I think it has to do with the complexities of reentering Canada after every away game. I don't know why you think TFC don't take their reserve team seriously when half their first team roster have minutes with TFC II.
Didn't they play several of their games last season in Rochester? I wonder if they could try to see if the city would let them do it again.
Being a reserve team, you'd expect there to be some semblance of player development, but given the fact that Toronto FC has been able to win in spite of having a reserve squad, their records haven't exactly helped with my beliefs. In each of their five seasons, they've never qualified for league playoffs (which, again, isn't the priority, but it helps prove you got some talent in your pipeline and aren't just relying on spending money on free agency), but in the four United Soccer League/USL Championship seasons they partook in, they ranked at or near the bottom of competition. Last year was easily their best season ever, but you can argue that the lower level of competition helped the playing field and made a horrific Championship team look like a below average League One team.
Well that's why they dropped a level.
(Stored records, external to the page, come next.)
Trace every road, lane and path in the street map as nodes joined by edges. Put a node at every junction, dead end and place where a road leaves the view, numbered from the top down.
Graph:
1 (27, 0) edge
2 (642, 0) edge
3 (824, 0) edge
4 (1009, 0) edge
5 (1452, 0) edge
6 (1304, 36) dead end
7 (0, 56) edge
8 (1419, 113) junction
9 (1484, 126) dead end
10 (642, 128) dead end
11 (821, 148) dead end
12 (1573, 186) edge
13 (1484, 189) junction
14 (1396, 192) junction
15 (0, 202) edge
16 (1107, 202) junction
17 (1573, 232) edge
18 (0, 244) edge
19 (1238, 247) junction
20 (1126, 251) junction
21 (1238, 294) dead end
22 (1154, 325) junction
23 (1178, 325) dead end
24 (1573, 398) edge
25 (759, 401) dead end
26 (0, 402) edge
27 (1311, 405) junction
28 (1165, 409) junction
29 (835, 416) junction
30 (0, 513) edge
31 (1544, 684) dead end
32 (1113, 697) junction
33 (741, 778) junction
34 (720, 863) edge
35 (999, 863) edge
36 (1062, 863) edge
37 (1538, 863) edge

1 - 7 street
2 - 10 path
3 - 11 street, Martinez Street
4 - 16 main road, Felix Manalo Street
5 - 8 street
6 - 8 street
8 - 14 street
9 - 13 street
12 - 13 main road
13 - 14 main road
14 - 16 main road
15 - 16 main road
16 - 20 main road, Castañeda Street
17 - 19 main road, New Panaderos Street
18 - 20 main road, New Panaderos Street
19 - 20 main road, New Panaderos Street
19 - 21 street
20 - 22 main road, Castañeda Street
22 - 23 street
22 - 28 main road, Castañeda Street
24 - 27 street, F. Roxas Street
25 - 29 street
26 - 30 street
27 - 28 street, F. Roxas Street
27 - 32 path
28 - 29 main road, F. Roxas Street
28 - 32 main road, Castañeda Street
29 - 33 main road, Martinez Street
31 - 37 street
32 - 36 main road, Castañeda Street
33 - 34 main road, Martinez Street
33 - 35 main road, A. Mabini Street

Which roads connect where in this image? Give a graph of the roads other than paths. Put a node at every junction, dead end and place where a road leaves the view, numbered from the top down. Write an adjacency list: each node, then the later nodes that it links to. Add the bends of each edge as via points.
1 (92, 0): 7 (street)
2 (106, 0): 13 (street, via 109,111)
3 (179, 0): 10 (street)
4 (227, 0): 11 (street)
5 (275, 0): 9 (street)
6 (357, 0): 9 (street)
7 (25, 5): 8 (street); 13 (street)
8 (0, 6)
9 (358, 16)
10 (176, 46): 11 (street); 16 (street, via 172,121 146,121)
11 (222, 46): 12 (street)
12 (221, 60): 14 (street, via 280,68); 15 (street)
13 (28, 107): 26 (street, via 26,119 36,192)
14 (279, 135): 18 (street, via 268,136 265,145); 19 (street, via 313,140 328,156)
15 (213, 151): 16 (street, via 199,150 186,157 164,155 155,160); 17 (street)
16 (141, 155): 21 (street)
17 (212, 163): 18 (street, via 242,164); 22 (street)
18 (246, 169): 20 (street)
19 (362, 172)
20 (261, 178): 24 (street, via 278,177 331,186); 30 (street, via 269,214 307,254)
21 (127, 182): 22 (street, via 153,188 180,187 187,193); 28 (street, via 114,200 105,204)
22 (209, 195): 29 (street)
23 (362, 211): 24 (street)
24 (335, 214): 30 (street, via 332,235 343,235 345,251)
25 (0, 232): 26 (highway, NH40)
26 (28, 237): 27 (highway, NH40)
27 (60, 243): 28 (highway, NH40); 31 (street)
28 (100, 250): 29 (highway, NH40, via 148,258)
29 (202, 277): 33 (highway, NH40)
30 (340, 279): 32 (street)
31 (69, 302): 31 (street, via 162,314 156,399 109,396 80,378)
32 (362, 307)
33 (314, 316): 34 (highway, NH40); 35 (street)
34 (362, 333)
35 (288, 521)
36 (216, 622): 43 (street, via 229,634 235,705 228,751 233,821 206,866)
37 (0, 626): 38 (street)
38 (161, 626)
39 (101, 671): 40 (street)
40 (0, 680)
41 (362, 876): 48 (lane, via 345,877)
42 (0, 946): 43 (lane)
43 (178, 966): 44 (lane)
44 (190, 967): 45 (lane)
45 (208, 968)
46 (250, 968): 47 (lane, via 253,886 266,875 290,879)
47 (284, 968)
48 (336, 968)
TFC II is an important stepping stone for kids that came up through the academy.
If there's a correlation between the success of first division clubs and their minor league affiliates, it isn't a strong one. My personal history of fandom is rife with counter examples. The top flight Atlanta Braves of the late 80s-mid 90s moved players through hapless Durham. Then expansion and woeful Tampa picked up the Bulls who became multiple AAA champions while the Rays propped up the AL East. The Royals were losing 100 games a year while several of their farm clubs (like the Wilmington Blue Rocks) were winning their leagues. In hockey, some of the Hurricanes worst years have been when the Checkers were at the top of the ECHL. Some of that is the cyclical nature of things. Some of it is the way drafting works (bad teams get better draft picks and better prospects for their minors). Some of it (like the Braves) is they way they use their minors - to build assets to sell/trade to get already developed players that can help them today. Having a bad or underperforming minor league club doesn't mean a club doesn't care about the minor league club. It may mean that having the minor league club focus on winning is something that isn't particularly important. Perhaps technical and tactical player development is more important. Maybe getting specific players minutes in general or in a specific position is more important than playing someone else who might actually be better at helping win a specific game. When the Durham Bulls were the Braves A-Advanced farm team, I was a season ticket holder who sat in a group that, frankly, would pass as a low grade supporters group. But when you go to 20-40 games year after year, you pick up on things. And we could always tell when a development memo was sent to the Bulls. Suddenly they'd be bunting in situations when bunting wasn't particularly tactical. Or they'd be doing hit and runs like mad. You could tell that player development and internal scouting was more important than seeing the Bulls at the top of the standings.
Maybe it's me, but I can't buy into that logic. My brain wants to think things as a one to one translation and views a team's performance on the field or pitch as a correlation to how things are in the organization, so if a team stinks in the standings, I view it as there being malaise while if they are dominating, then they are doing things right. Certainly as a Sporting Kansas City fan, you look at SKC II being the punching bag of the Championship as part of your team's development as they are motivated by other factors, which is why the reserve team is forced to play almost exclusively on the road this season, but I view it as an embarrassment.
If you look at the USL Western Conference over the last few years Timbers 2, Sounders 2, Whitecaps 2 and Galaxy 2 have pretty poor records. In 2017 comprised the bottom 4.